Najat Vallaud-Belkacem a réuni des représentants d’associations syriennes pour dresser le bilan de la condition des femmes dans le pays déchiré par la guerre. Un état des lieux alarmant.
Médecins, psychologues, artistes, journalistes, activistes syriennes et représentantes de la Coalition nationale syrienne, tous rassemblés par Najat Vallaud-Belkacem au ministère des Droits des femmes mercredi 11 septembre1 pour exposer le quotidien des Syriennes à l’intérieur du pays et dans les camps de réfugiés. Avec comme enjeux, a récolte de fonds pour venir en aide aux femmes, et la préparation du rôle des Syriennes dans l’éventuelle phase transitoire d’après al-Assad.
« Qu’il s’agisse des épouses, des filles, des mères des soldats du régime ou de celles des rebelles, les femmes souffrent et sont les premières victimes du conflit syrien. » Le ton est donné par Amira2, représentante de la Coalition nationale syrienne. L’objectif de cette réunion n’est pas de prendre parti pour ou contre Bachar al-Assad, mais de tirer la sonnette d’alarme sur la situation des femmes en Syrie.

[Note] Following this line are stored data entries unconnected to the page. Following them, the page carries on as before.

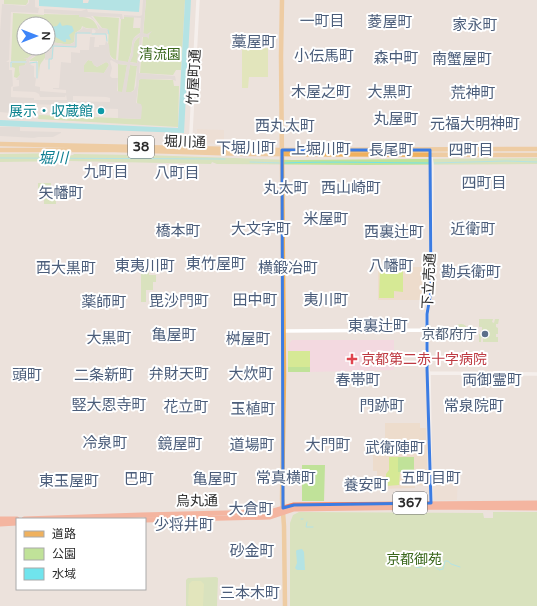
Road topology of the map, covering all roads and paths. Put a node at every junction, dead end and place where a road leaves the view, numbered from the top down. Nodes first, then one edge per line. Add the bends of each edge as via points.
1 (198, 0) edge
2 (282, 0) edge
3 (0, 144) edge
4 (537, 149) edge
5 (0, 150) edge
6 (190, 151) junction
7 (282, 154) junction
8 (431, 154) junction
9 (537, 154) edge
10 (427, 330) junction
11 (283, 331) junction
12 (429, 373) junction
13 (537, 374) edge
14 (537, 503) edge
15 (431, 505) junction
16 (537, 508) edge
17 (283, 511) junction
18 (53, 518) edge
19 (0, 519) edge
20 (16, 519) edge
21 (146, 520) edge
22 (0, 524) edge
23 (16, 524) edge
24 (285, 606) edge

1 - 6 street, 竹屋町通
2 - 7 main road
3 - 6 main road, 堀川通 / 38
4 - 8 main road, 堀川通 / 38
5 - 6 main road, 堀川通 / 38
6 - 7 main road, 堀川通 / 38
7 - 8 main road, 堀川通 / 38
7 - 11 main road
8 - 9 main road, 堀川通 / 38
8 - 10 street, 下立売通 via 431,291
10 - 11 street
10 - 12 street, 下立売通
11 - 17 main road
12 - 13 street
12 - 15 street, 下立売通
14 - 15 highway, 烏丸通 / 367
15 - 16 highway, 烏丸通 / 367
15 - 17 highway, 烏丸通 / 367 via 294,505
17 - 18 highway, 烏丸通 / 367
17 - 21 highway, 烏丸通 / 367 via 270,517
17 - 24 main road
19 - 20 highway
22 - 23 highway

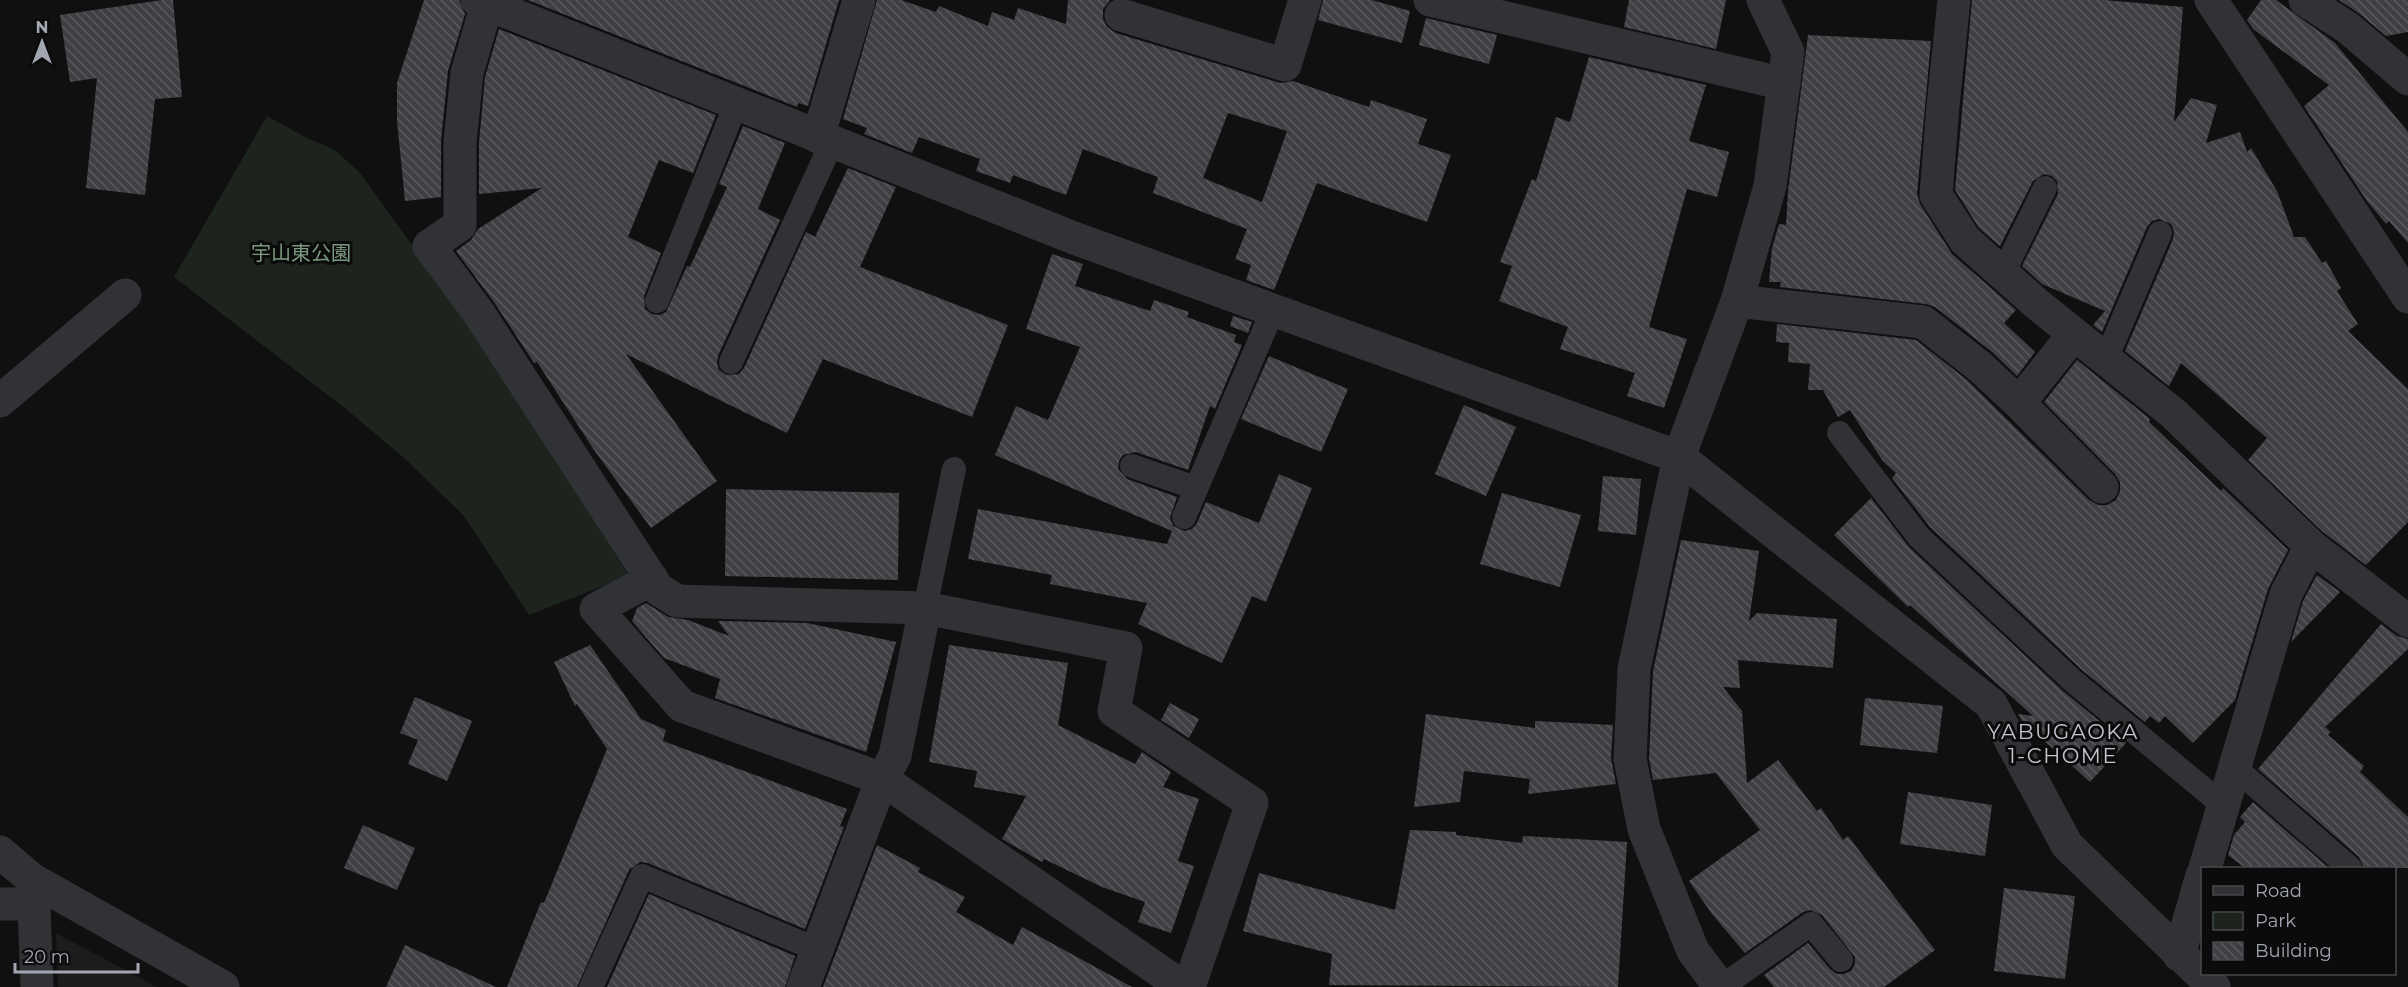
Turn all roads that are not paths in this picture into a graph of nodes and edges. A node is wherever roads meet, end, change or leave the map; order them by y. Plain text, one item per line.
1 (859, 0) edge
2 (1305, 0) edge
3 (1430, 0) edge
4 (1763, 0) edge
5 (1954, 0) edge
6 (2182, 0) edge
7 (2305, 0) edge
8 (482, 2) edge
9 (2214, 5) edge
10 (1121, 15) dead end
11 (2408, 80) edge
12 (1784, 84) junction
13 (736, 104) junction
14 (825, 139) junction
15 (2045, 188) dead end
16 (2160, 233) dead end
17 (2003, 273) junction
18 (125, 295) dead end
19 (2408, 297) edge
20 (657, 301) dead end
21 (1737, 301) junction
22 (1273, 310) junction
23 (2074, 334) junction
24 (2106, 359) junction
25 (731, 362) dead end
26 (0, 401) edge
27 (2019, 403) junction
28 (1839, 433) dead end
29 (1679, 457) junction
30 (1132, 465) dead end
31 (954, 469) dead end
32 (2102, 487) dead end
33 (1196, 488) junction
34 (1184, 517) dead end
35 (2312, 546) junction
36 (652, 579) junction
37 (925, 609) junction
38 (2408, 621) edge
39 (2234, 767) junction
40 (882, 780) junction
41 (2223, 805) junction
42 (0, 852) edge
43 (2205, 867) edge
44 (2349, 867) edge
45 (2201, 878) edge
46 (34, 892) junction
47 (0, 904) edge
48 (818, 950) junction
49 (2179, 955) junction
50 (1841, 960) dead end
51 (37, 987) edge
52 (223, 987) edge
53 (591, 987) edge
54 (804, 987) edge
55 (1183, 987) edge
56 (1189, 987) edge
57 (1721, 987) edge
58 (2214, 987) edge

1 - 14 street
2 - 10 street
3 - 12 street
4 - 12 street
5 - 17 street
6 - 9 street
7 - 11 street
8 - 13 street
8 - 36 street
9 - 19 street
12 - 21 street
13 - 14 street
13 - 20 lane
14 - 22 street
14 - 25 lane
15 - 17 lane
16 - 24 lane
17 - 23 street
18 - 26 street
21 - 27 street
21 - 29 street
22 - 29 street
22 - 33 lane
23 - 24 street
23 - 27 street
24 - 35 street
27 - 32 street
28 - 41 lane
29 - 49 street
29 - 57 street
30 - 33 lane
31 - 37 lane
33 - 34 lane
35 - 38 street
35 - 39 street
36 - 37 street
36 - 40 street
37 - 40 street
37 - 56 street
39 - 41 street
39 - 44 lane
40 - 48 street
40 - 55 street
41 - 43 street
42 - 46 street
45 - 49 street
46 - 47 street
46 - 51 street
46 - 52 street
48 - 53 lane
48 - 54 street
49 - 58 street
50 - 57 lane

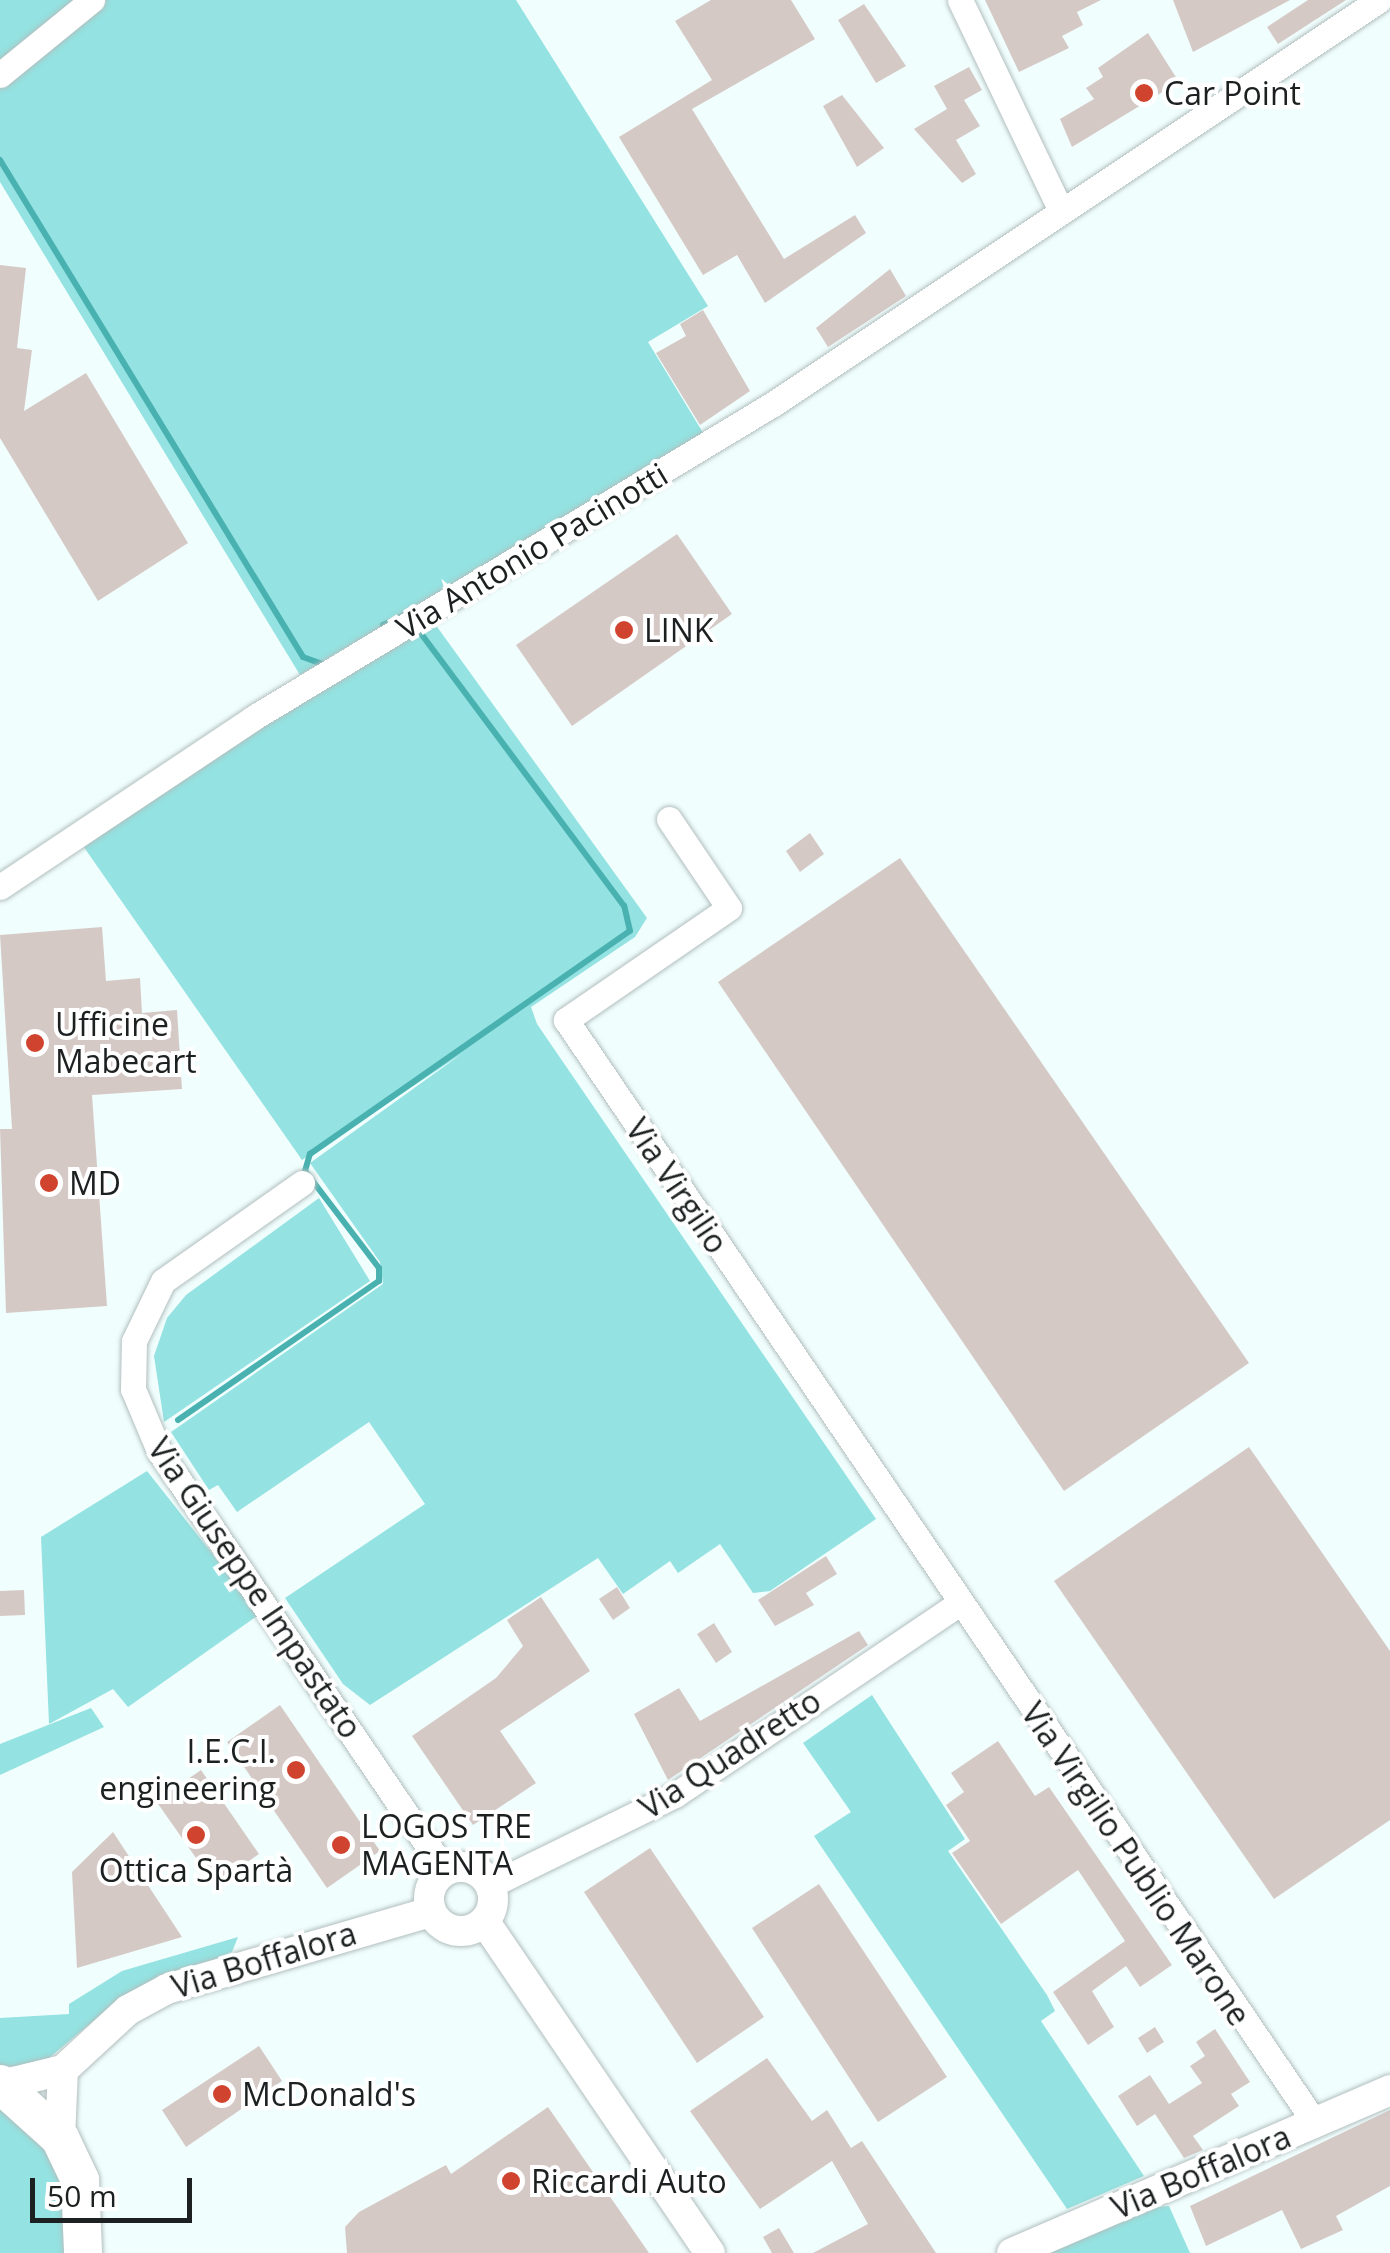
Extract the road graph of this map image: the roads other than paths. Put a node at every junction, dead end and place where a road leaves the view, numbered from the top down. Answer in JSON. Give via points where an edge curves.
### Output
{"nodes":[{"id":1,"x":92,"y":0,"type":"edge"},
{"id":2,"x":960,"y":0,"type":"edge"},
{"id":3,"x":1380,"y":0,"type":"edge"},
{"id":4,"x":0,"y":76,"type":"edge"},
{"id":5,"x":1059,"y":207,"type":"junction"},
{"id":6,"x":669,"y":819,"type":"dead end"},
{"id":7,"x":0,"y":887,"type":"edge"},
{"id":8,"x":302,"y":1183,"type":"dead end"},
{"id":9,"x":958,"y":1604,"type":"junction"},
{"id":10,"x":445,"y":1871,"type":"junction"},
{"id":11,"x":491,"y":1886,"type":"junction"},
{"id":12,"x":431,"y":1912,"type":"junction"},
{"id":13,"x":485,"y":1922,"type":"junction"},
{"id":14,"x":63,"y":2070,"type":"junction"},
{"id":15,"x":1,"y":2084,"type":"edge"},
{"id":16,"x":1390,"y":2090,"type":"edge"},
{"id":17,"x":1315,"y":2124,"type":"junction"},
{"id":18,"x":60,"y":2138,"type":"junction"},
{"id":19,"x":87,"y":2244,"type":"edge"},
{"id":20,"x":710,"y":2253,"type":"edge"},
{"id":21,"x":1012,"y":2253,"type":"edge"}],
"edges":[{"from":1,"to":4,"type":"street"},
{"from":2,"to":5,"type":"street"},
{"from":3,"to":5,"type":"street","name":"Via Antonio Pacinotti"},
{"from":5,"to":7,"type":"street","name":"Via Antonio Pacinotti","via":[[773,404],[253,718]]},
{"from":6,"to":9,"type":"street","name":"Via Virgilio","via":[[728,908],[566,1020]]},
{"from":8,"to":10,"type":"street","name":"Via Giuseppe Impastato","via":[[162,1281],[134,1341],[132,1389],[159,1451]]},
{"from":9,"to":11,"type":"street","name":"Via Quadretto","via":[[675,1795]]},
{"from":9,"to":17,"type":"street","name":"Via Virgilio Publio Marone"},
{"from":10,"to":11,"type":"street","via":[[474,1869]]},
{"from":10,"to":12,"type":"street","via":[[432,1886]]},
{"from":11,"to":13,"type":"street"},
{"from":12,"to":13,"type":"street","via":[[455,1931]]},
{"from":12,"to":14,"type":"street","name":"Via Boffalora","via":[[167,1989],[128,2010]]},
{"from":13,"to":20,"type":"street"},
{"from":14,"to":15,"type":"street","name":"Via Boffalora"},
{"from":14,"to":18,"type":"street"},
{"from":15,"to":18,"type":"main road"},
{"from":16,"to":17,"type":"street","name":"Via Boffalora"},
{"from":17,"to":21,"type":"street","name":"Via Boffalora"},
{"from":18,"to":19,"type":"main road"}]}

Viols, violences sexuelles : des traumatismes à vie
Et de rappeler qu’en temps de guerre, le viol est une arme redoutable à laquelle la Syrie n’échappe pas. « Je n’aurais jamais imaginé l’ampleur des viols dans les prisons », confie le docteur Oubaida Al-Moufti, porte-parole de l’Union des organisations syriennes de secours médicaux (UOSSM). Les femmes, les sœurs et les filles des prisonniers sont violées sous leurs yeux pour les faire parler. »
« Je n’aurais jamais imaginé l’ampleur du viol dans les prisons » |
Un traumatisme pour les femmes qui ne se limite pas au moment du viol comme l’explique Amira : « Le viol engendre des conséquences dramatiques, comme les grossesses non désirées. » Sans compter les MST et autres traumatismes génitaux liés à ces agressions, le viol a également des répercussions psychologiques que les médecins ont du mal à soigner. « Il y a une vraie difficulté à recueillir des témoignages parce que le viol est un sujet tabou dans la religion musulmane. Il est question de l’honneur de la famille entière, les femmes ne veulent pas parler », assure la docteure Khaula Sawah, une Syrienne basée à Alep, contactée par Skype pour l’occasion.
Des agressions subies à l’intérieur même du pays mais aussi dans les camps de réfugiés, où des jeunes filles de 13 à 15 ans subissent des mariages précoces ; une façon pour la famille d’obtenir de l’argent. Pour parer à ces situations, les participants ont réclamé des moyens financiers qui permettraient l’autonomisation économique des femmes.
« La guerre tue des milliers de personnes au combat, mais le grand désastre est aussi celui de la vie quotidienne » |
Le défi de la scolarisation
Avec les hommes sur le front, les Syriennes n’ont pas suffisamment de revenus pour faire vivre leur famille. « Aujourd’hui, il y a 7 millions de personnes qui ont besoin de soins en Syrie, qu’il s’agisse d’aide humanitaire ou d’aide alimentaire », selon Oubaida Al-Moufti, qui expose que des milliers d’enfants ne sont pas vaccinés depuis 2 ans et que le lait, notamment, manque cruellement.
Cette situation désole la docteure Al-Moufti, qui poursuit : « 80% des accouchements se font désormais à domicile, ce qui amène des morts chez les femmes et les nourrissons. La guerre tue des milliers de personnes au combat, mais le grand désastre est aussi celui de la vie quotidienne ». En 2009, le nombre de morts naturelles faute de soins était de 116 en Syrie. En 2013, ils s’élève à plus de 200.000.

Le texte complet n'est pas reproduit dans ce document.